**INSTRUCTIONS FOR THE TASK:** Your reply should be a single number, the count of lines in the records that contain "nodes".

____ DATA SUPPLIED

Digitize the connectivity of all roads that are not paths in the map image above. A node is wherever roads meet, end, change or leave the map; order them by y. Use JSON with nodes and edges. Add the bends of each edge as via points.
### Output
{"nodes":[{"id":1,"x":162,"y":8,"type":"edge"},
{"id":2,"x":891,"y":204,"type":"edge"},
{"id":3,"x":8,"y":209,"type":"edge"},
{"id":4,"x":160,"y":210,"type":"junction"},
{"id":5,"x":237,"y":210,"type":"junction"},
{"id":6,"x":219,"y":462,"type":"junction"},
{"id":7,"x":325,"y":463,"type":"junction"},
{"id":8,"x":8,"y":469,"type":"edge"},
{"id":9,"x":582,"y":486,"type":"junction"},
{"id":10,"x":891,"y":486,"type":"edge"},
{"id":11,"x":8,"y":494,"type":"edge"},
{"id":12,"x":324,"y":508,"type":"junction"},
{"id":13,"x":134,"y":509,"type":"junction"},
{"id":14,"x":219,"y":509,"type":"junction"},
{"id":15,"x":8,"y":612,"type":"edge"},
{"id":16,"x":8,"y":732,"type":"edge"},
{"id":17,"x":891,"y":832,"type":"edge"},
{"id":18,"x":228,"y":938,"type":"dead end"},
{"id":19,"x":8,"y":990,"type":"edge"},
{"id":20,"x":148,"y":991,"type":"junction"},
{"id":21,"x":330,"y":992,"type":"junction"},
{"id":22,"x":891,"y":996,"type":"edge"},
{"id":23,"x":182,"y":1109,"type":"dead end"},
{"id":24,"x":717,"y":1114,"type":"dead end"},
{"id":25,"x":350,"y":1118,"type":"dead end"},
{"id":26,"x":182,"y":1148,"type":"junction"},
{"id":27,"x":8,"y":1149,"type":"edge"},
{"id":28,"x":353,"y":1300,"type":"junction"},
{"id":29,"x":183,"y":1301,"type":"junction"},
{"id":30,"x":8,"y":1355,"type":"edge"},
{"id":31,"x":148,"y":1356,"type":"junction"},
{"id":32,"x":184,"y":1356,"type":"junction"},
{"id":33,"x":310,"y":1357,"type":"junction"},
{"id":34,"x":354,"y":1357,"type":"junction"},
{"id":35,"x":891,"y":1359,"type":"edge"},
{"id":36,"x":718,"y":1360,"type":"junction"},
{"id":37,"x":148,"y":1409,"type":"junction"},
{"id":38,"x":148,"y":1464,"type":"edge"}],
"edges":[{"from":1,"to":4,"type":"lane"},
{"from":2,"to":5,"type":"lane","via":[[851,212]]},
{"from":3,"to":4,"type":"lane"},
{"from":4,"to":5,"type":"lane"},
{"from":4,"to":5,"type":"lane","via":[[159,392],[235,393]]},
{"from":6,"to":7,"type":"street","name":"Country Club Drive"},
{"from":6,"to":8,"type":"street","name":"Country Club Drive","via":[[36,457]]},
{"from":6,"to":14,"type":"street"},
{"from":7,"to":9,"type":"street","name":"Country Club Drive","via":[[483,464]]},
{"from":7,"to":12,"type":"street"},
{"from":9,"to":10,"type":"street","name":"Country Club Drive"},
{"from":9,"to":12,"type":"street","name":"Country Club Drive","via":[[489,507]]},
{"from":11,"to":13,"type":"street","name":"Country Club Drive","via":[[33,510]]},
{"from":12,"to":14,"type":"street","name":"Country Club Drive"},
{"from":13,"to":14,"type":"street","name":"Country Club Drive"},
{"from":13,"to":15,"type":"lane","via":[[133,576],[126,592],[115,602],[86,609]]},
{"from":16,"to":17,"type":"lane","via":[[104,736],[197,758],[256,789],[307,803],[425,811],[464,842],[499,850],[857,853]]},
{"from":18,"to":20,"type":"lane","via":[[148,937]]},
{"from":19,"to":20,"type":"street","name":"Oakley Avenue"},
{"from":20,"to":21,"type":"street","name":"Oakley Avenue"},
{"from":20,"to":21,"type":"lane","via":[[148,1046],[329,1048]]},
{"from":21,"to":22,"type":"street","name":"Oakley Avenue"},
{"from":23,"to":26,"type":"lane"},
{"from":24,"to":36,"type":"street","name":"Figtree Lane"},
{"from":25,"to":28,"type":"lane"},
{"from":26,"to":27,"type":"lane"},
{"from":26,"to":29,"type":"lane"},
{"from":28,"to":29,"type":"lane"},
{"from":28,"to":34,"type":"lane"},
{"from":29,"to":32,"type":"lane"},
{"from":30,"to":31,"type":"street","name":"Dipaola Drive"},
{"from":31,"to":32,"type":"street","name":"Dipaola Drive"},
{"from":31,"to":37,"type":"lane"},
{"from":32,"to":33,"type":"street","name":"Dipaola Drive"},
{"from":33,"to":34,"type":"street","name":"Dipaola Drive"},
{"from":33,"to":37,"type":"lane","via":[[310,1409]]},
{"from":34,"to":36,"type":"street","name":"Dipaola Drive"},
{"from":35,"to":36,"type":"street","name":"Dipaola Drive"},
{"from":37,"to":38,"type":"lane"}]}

________

**SOLUTION:** 2